In the artist’s diachrony there is an evident and gradual evasion of this analysis. The way he conceives the human body during his creative journey is testament of it. Servando deposits in his canvases of the sixties much more than the excessive feeling of the revolutionary deed. Such protagonists show in their anatomy a corporeal zenith that ignites the canvas. In this admiration for the supremacy of the flesh as a symbol of strength –and no one doubts there is eroticism also–, he announces the unveiling of a constant feature in his work: the eros and its unconditionality in happy beings.
It is precisely on this search for what most resembles happiness, that the artist undertakes a long process of abstraction from the reality that surrounds him. There, where he had deposited all his creativity as historical documentation of the revolutionary process, he obtained nothing but ostracism. Then, understands that only in the abstraction of the environment can he find the fullest satisfaction, far from reason and the most orthodox judgment. Thus begins to twist a world of abstract landscapes, probably nonexistent, because in the conformation of his characters there is no other background than that of a disembodied complacency. Yes, in the couplings of Servando Cabrera Moreno the body is nothing but the most explicit matter, the never drawn landscape, the one you breathe; it is the true essence. It is not even the ordinary pleasure of the libidinous trance. In his compositions, the artist portrays the ecstatic feast of a happiness achieved by a perpetual act –he would add eternal– of freedom.
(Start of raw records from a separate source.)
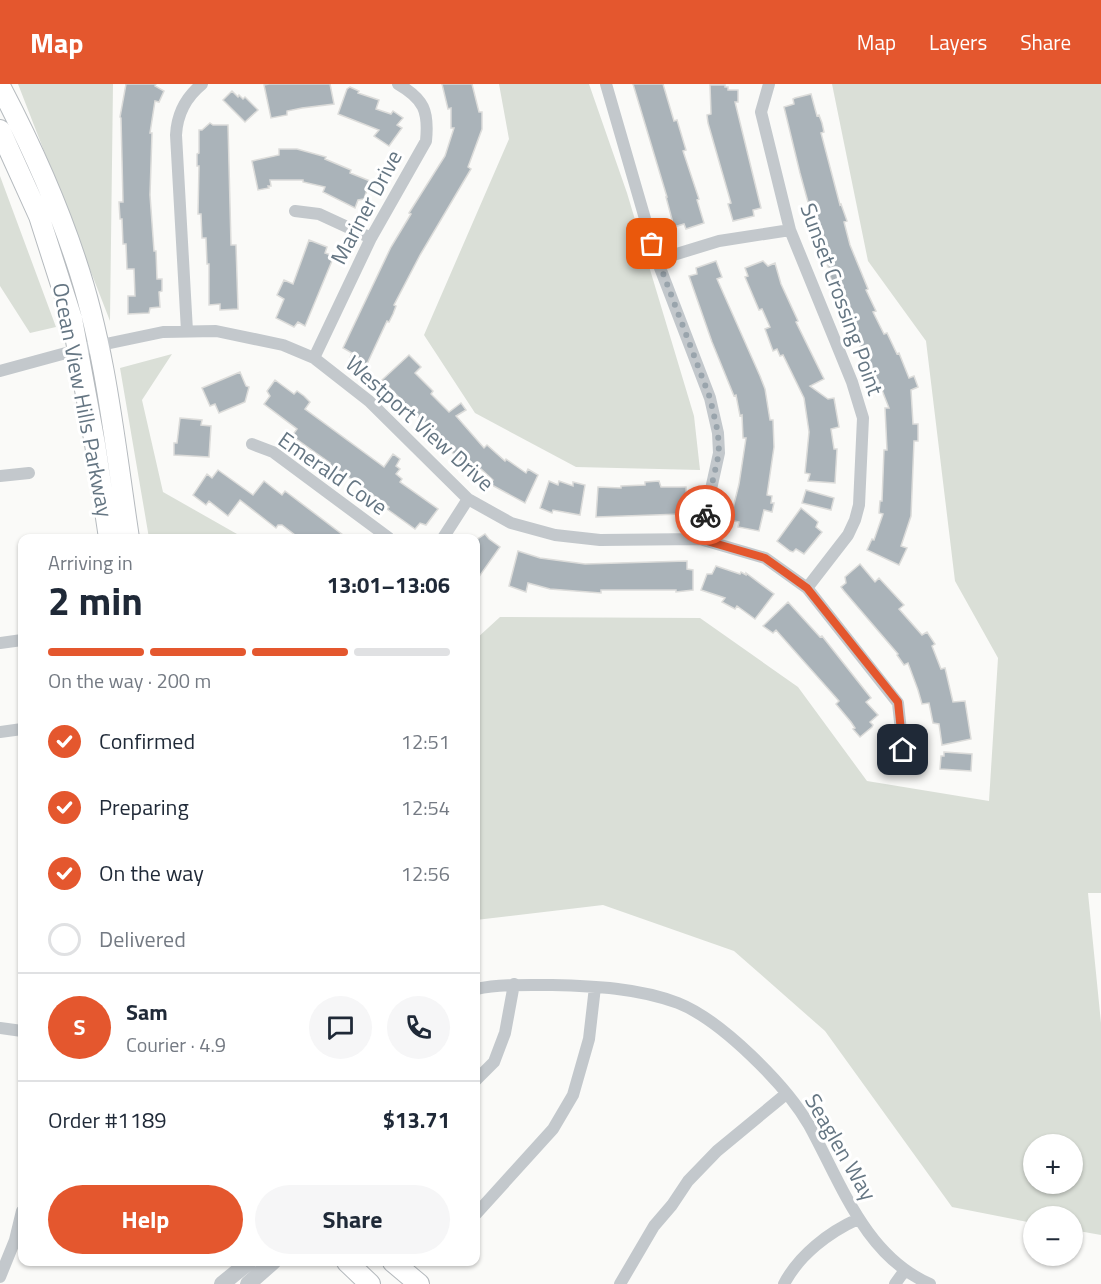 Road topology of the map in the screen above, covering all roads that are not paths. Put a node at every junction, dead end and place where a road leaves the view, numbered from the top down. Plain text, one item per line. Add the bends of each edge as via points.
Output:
1 (202, 84) edge
2 (398, 84) edge
3 (606, 84) edge
4 (769, 84) edge
5 (0, 86) edge
6 (0, 130) edge
7 (295, 211) dead end
8 (790, 230) junction
9 (370, 238) junction
10 (657, 260) junction
11 (187, 331) junction
12 (89, 348) junction
13 (314, 358) junction
14 (0, 371) edge
15 (252, 444) dead end
16 (29, 473) dead end
17 (0, 476) edge
18 (468, 499) junction
19 (108, 534) edge
20 (128, 534) edge
21 (384, 534) edge
22 (446, 534) edge
23 (700, 539) junction
24 (807, 588) junction
25 (18, 641) edge
26 (0, 643) edge
27 (18, 730) edge
28 (0, 732) edge
29 (903, 750) dead end
30 (514, 984) junction
31 (595, 987) junction
32 (480, 988) edge
33 (0, 1028) edge
34 (18, 1030) edge
35 (480, 1076) edge
36 (786, 1094) junction
37 (480, 1210) edge
38 (858, 1219) junction
39 (18, 1236) edge
40 (244, 1266) edge
41 (268, 1266) edge
42 (351, 1266) edge
43 (398, 1266) edge
44 (905, 1270) junction
45 (0, 1277) edge
46 (222, 1284) edge
47 (248, 1284) edge
48 (370, 1284) edge
49 (418, 1284) edge
50 (620, 1284) edge
51 (784, 1284) edge
52 (895, 1284) edge
53 (930, 1284) edge

1 - 11 street via 184,106 176,135
2 - 9 street, Mariner Drive via 422,104 428,127 426,141
3 - 10 street
4 - 8 street, Sunset Crossing Point via 761,112
5 - 12 main road, Ocean View Hills Parkway via 50,189 77,263
6 - 12 main road, Ocean View Hills Parkway via 42,226 72,319
7 - 9 street via 319,214
8 - 10 street via 719,241
8 - 24 street, Sunset Crossing Point via 863,418 855,520
9 - 13 street, Mariner Drive
10 - 23 street via 710,398 718,433 719,453
11 - 12 street, Westport View Drive via 163,332
11 - 13 street, Westport View Drive via 246,336
12 - 14 street, Westport View Drive
12 - 19 main road, Ocean View Hills Parkway via 95,444
12 - 20 main road, Ocean View Hills Parkway
13 - 18 street, Westport View Drive via 369,400
15 - 21 street, Emerald Cove via 273,452
16 - 17 street
18 - 22 street
18 - 23 street, Westport View Drive via 511,523 567,537 616,541
23 - 24 street, Westport View Drive via 765,558
24 - 29 street, Westport View Drive via 898,702
25 - 26 street
27 - 28 street
30 - 31 street, Seaglen Way
30 - 32 street, Seaglen Way
30 - 35 street via 505,1033 494,1062
31 - 36 street, Seaglen Way via 638,992 678,1003 736,1042
31 - 37 street via 589,1039 573,1095 553,1129
33 - 34 street
36 - 38 street, Seaglen Way via 807,1122
36 - 50 street via 717,1151 688,1181 654,1226
38 - 44 street, Seaglen Way
38 - 51 street via 819,1242
39 - 45 street
40 - 46 street
41 - 47 street
42 - 48 main road
43 - 49 main road
44 - 52 street
44 - 53 street, Seaglen Way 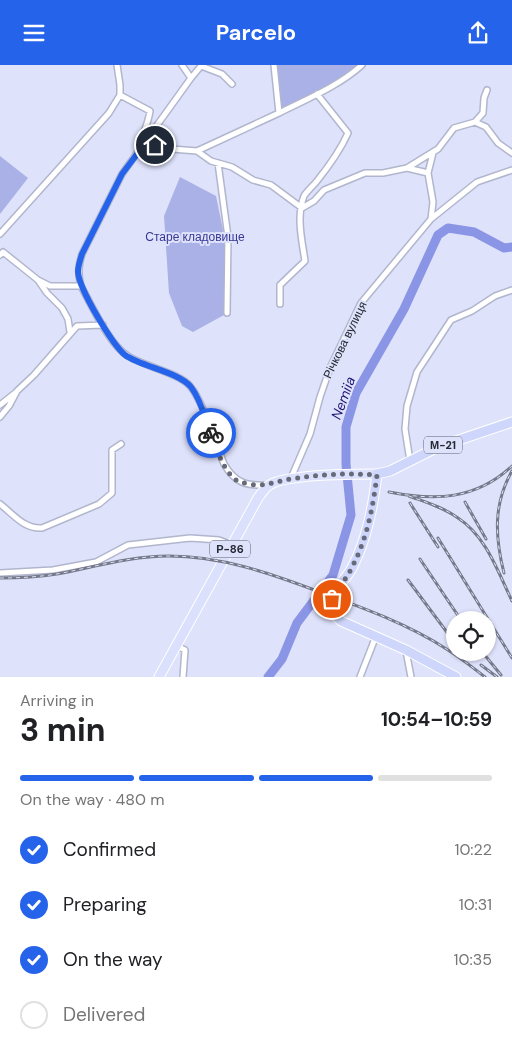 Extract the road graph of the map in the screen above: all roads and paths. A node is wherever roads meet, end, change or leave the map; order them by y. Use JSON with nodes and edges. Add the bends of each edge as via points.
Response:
{"nodes":[{"id":1,"x":117,"y":65,"type":"edge"},
{"id":2,"x":182,"y":65,"type":"edge"},
{"id":3,"x":274,"y":65,"type":"edge"},
{"id":4,"x":362,"y":65,"type":"edge"},
{"id":5,"x":202,"y":66,"type":"edge"},
{"id":6,"x":191,"y":78,"type":"junction"},
{"id":7,"x":232,"y":84,"type":"dead end"},
{"id":8,"x":487,"y":90,"type":"dead end"},
{"id":9,"x":317,"y":94,"type":"junction"},
{"id":10,"x":120,"y":95,"type":"junction"},
{"id":11,"x":279,"y":113,"type":"junction"},
{"id":12,"x":475,"y":122,"type":"junction"},
{"id":13,"x":140,"y":150,"type":"junction"},
{"id":14,"x":197,"y":151,"type":"junction"},
{"id":15,"x":433,"y":152,"type":"junction"},
{"id":16,"x":512,"y":153,"type":"edge"},
{"id":17,"x":218,"y":163,"type":"junction"},
{"id":18,"x":407,"y":168,"type":"junction"},
{"id":19,"x":512,"y":170,"type":"edge"},
{"id":20,"x":428,"y":173,"type":"junction"},
{"id":21,"x":302,"y":208,"type":"junction"},
{"id":22,"x":431,"y":219,"type":"junction"},
{"id":23,"x":0,"y":234,"type":"edge"},
{"id":24,"x":1,"y":252,"type":"edge"},
{"id":25,"x":38,"y":280,"type":"junction"},
{"id":26,"x":81,"y":286,"type":"junction"},
{"id":27,"x":512,"y":289,"type":"edge"},
{"id":28,"x":280,"y":304,"type":"dead end"},
{"id":29,"x":227,"y":313,"type":"dead end"},
{"id":30,"x":103,"y":325,"type":"junction"},
{"id":31,"x":70,"y":332,"type":"junction"},
{"id":32,"x":17,"y":391,"type":"junction"},
{"id":33,"x":0,"y":405,"type":"edge"},
{"id":34,"x":0,"y":417,"type":"edge"},
{"id":35,"x":512,"y":422,"type":"edge"},
{"id":36,"x":121,"y":444,"type":"dead end"},
{"id":37,"x":410,"y":461,"type":"junction"},
{"id":38,"x":377,"y":475,"type":"junction"},
{"id":39,"x":290,"y":479,"type":"junction"},
{"id":40,"x":268,"y":485,"type":"junction"},
{"id":41,"x":0,"y":504,"type":"edge"},
{"id":42,"x":232,"y":545,"type":"junction"},
{"id":43,"x":0,"y":573,"type":"edge"},
{"id":44,"x":376,"y":636,"type":"junction"},
{"id":45,"x":177,"y":646,"type":"junction"},
{"id":46,"x":406,"y":650,"type":"junction"},
{"id":47,"x":159,"y":677,"type":"edge"},
{"id":48,"x":183,"y":677,"type":"edge"},
{"id":49,"x":360,"y":677,"type":"edge"},
{"id":50,"x":411,"y":677,"type":"edge"},
{"id":51,"x":456,"y":677,"type":"edge"}],
"edges":[{"from":1,"to":10,"type":"street"},
{"from":2,"to":6,"type":"street"},
{"from":3,"to":11,"type":"street"},
{"from":4,"to":9,"type":"street"},
{"from":5,"to":6,"type":"street"},
{"from":5,"to":7,"type":"street","via":[[222,74]]},
{"from":6,"to":13,"type":"street"},
{"from":8,"to":12,"type":"street","via":[[483,113]]},
{"from":9,"to":11,"type":"street"},
{"from":9,"to":21,"type":"street","via":[[348,133],[342,147],[305,195]]},
{"from":10,"to":13,"type":"street","via":[[150,111]]},
{"from":10,"to":23,"type":"street","via":[[109,113]]},
{"from":11,"to":14,"type":"street"},
{"from":12,"to":15,"type":"street","via":[[454,128]]},
{"from":12,"to":16,"type":"street","via":[[486,127],[498,143]]},
{"from":13,"to":14,"type":"street","via":[[155,145]]},
{"from":13,"to":26,"type":"street","via":[[122,174],[82,254],[78,264]]},
{"from":14,"to":17,"type":"street"},
{"from":15,"to":18,"type":"street"},
{"from":15,"to":20,"type":"street"},
{"from":17,"to":21,"type":"street","via":[[271,185]]},
{"from":17,"to":29,"type":"street","via":[[228,237]]},
{"from":18,"to":20,"type":"street"},
{"from":18,"to":21,"type":"street","via":[[364,173],[324,190]]},
{"from":19,"to":22,"type":"street","name":"Річкова вулиця","via":[[477,182]]},
{"from":20,"to":22,"type":"street","via":[[433,202]]},
{"from":21,"to":28,"type":"street","via":[[301,237],[305,261],[280,285]]},
{"from":22,"to":39,"type":"street","name":"Річкова вулиця","via":[[361,303],[330,368],[310,434]]},
{"from":24,"to":25,"type":"street"},
{"from":25,"to":26,"type":"street","via":[[50,286]]},
{"from":25,"to":31,"type":"street","via":[[62,307]]},
{"from":26,"to":30,"type":"street"},
{"from":27,"to":37,"type":"street","via":[[451,320],[417,372],[407,406],[405,429]]},
{"from":30,"to":31,"type":"street","via":[[77,326]]},
{"from":30,"to":40,"type":"street","via":[[126,356],[191,387],[229,473],[238,481]]},
{"from":31,"to":32,"type":"street"},
{"from":32,"to":33,"type":"street"},
{"from":32,"to":34,"type":"street"},
{"from":35,"to":37,"type":"highway","number":"М-21","via":[[438,447]]},
{"from":36,"to":41,"type":"street","via":[[112,449],[112,493],[99,504],[42,528],[22,523]]},
{"from":37,"to":38,"type":"highway","number":"М-21"},
{"from":38,"to":39,"type":"main road","via":[[339,474]]},
{"from":38,"to":44,"type":"highway","via":[[373,507],[361,547],[331,603],[341,621]]},
{"from":39,"to":40,"type":"main road"},
{"from":40,"to":42,"type":"main road","number":"Р-86"},
{"from":42,"to":43,"type":"street","via":[[219,539],[190,537],[128,545],[96,562],[53,570]]},
{"from":42,"to":45,"type":"main road","number":"Р-86"},
{"from":44,"to":46,"type":"highway"},
{"from":44,"to":49,"type":"street"},
{"from":45,"to":47,"type":"main road","number":"Р-86"},
{"from":45,"to":48,"type":"street","via":[[185,650]]},
{"from":46,"to":50,"type":"street"},
{"from":46,"to":51,"type":"highway"}]}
That freedom that should constitute the inherent right of his fellow men acquires an almost divine hue in the lines that Servando interweaves. It seems that there is no beginning or end in each of the coalitions; as in the drawing, no one could venture to determine where it has begun or where shall everything end.
Suspended in time, the works of Cabrera Moreno perpetuate the human condition of a preferred ideological expatriation. If the body is all that exists as a binnacle of braided circumstances, nothing can make it weigh in death. Maybe that is why there are no faces in Servando’s canvases, and there is only soul, in the form of capricious joints, shapes and colors.